Task
In the data that follows, count every line holding the string "dead" and give the count alone.

*** Material for this task Section Begins ***

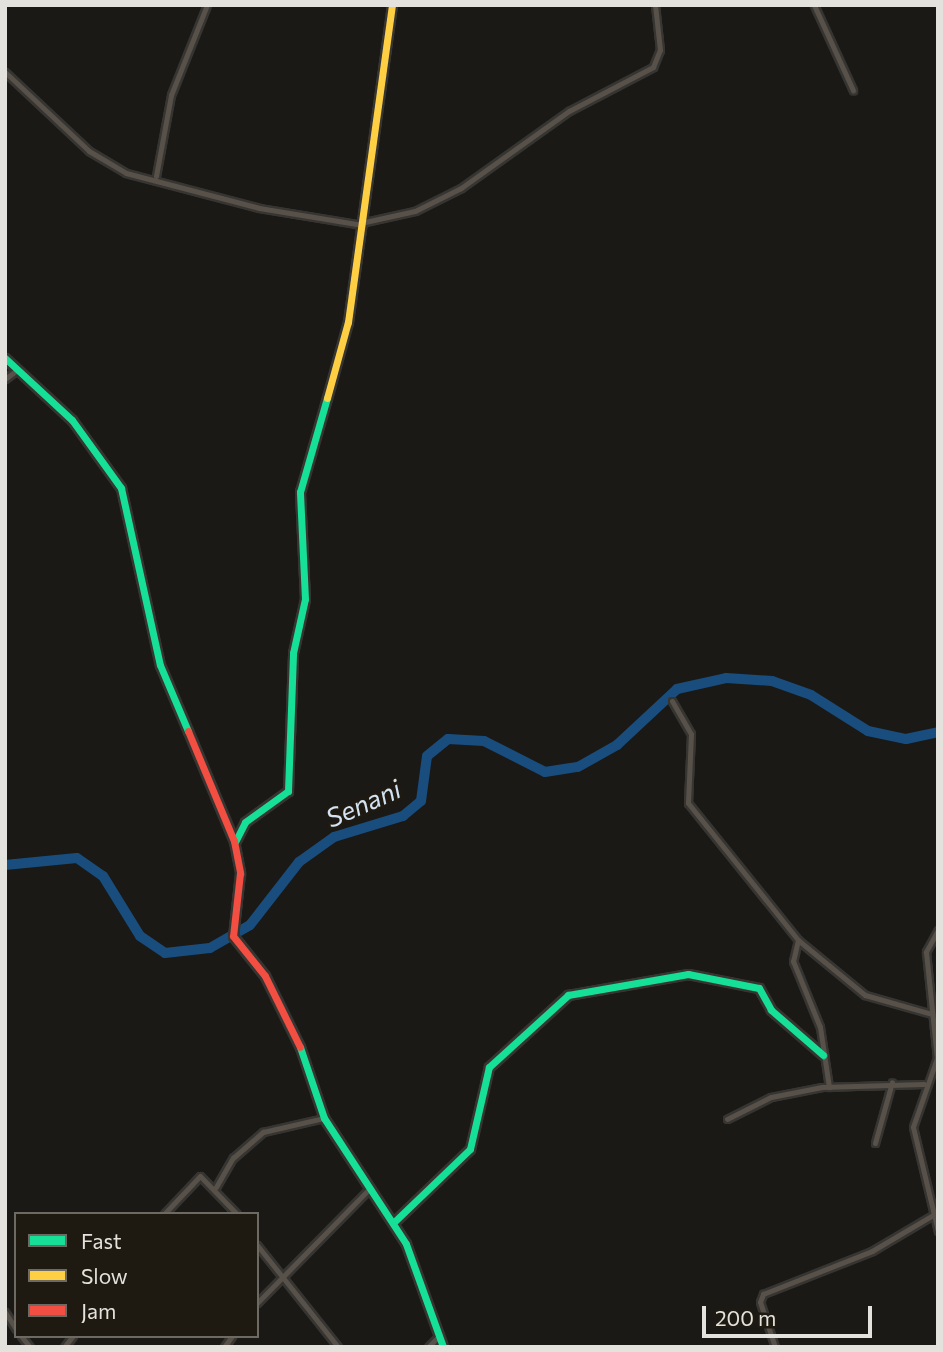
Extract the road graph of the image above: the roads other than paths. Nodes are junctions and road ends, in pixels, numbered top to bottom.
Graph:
1 (207, 5) edge
2 (392, 5) edge
3 (655, 5) edge
4 (814, 5) edge
5 (5, 72) edge
6 (853, 90) dead end
7 (156, 176) junction
8 (365, 223) junction
9 (5, 358) edge
10 (17, 370) junction
11 (5, 379) edge
12 (672, 701) dead end
13 (235, 844) junction
14 (938, 930) edge
15 (938, 939) edge
16 (798, 940) junction
17 (929, 940) junction
18 (932, 1014) junction
19 (823, 1055) junction
20 (892, 1082) junction
21 (924, 1084) junction
22 (829, 1087) junction
23 (324, 1118) junction
24 (727, 1119) dead end
25 (875, 1143) dead end
26 (216, 1187) junction
27 (369, 1189) junction
28 (166, 1212) edge
29 (235, 1212) edge
30 (935, 1219) edge
31 (394, 1222) junction
32 (938, 1231) edge
33 (259, 1247) edge
34 (283, 1273) junction
35 (259, 1301) edge
36 (440, 1335) junction
37 (338, 1347) edge
38 (428, 1347) edge
39 (443, 1347) edge
40 (775, 1347) edge

1 - 7 street
2 - 8 street
3 - 8 street
4 - 6 street
5 - 7 street
7 - 8 street
8 - 13 street
9 - 10 street
10 - 11 street
10 - 13 street
12 - 16 street
13 - 23 street
14 - 17 street
15 - 17 street
16 - 18 street
16 - 19 street
17 - 18 street
18 - 21 street
19 - 22 street
19 - 31 street
20 - 21 street
20 - 22 street
20 - 25 street
21 - 30 street
22 - 24 street
23 - 26 street
23 - 27 street
26 - 28 street
26 - 29 street
27 - 31 street
27 - 34 street
30 - 32 street
30 - 40 street
31 - 36 street
33 - 34 street
34 - 35 street
34 - 37 street
36 - 38 street
36 - 39 street

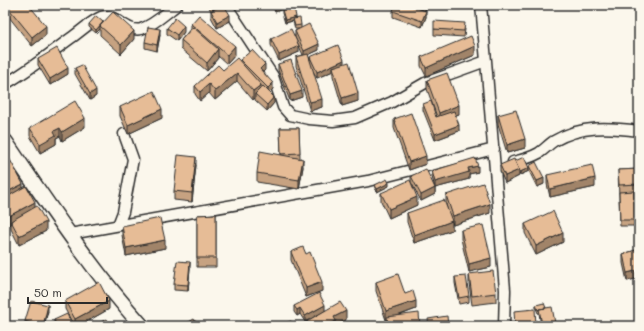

*** Material for this task Section Ends ***

Output of the task
4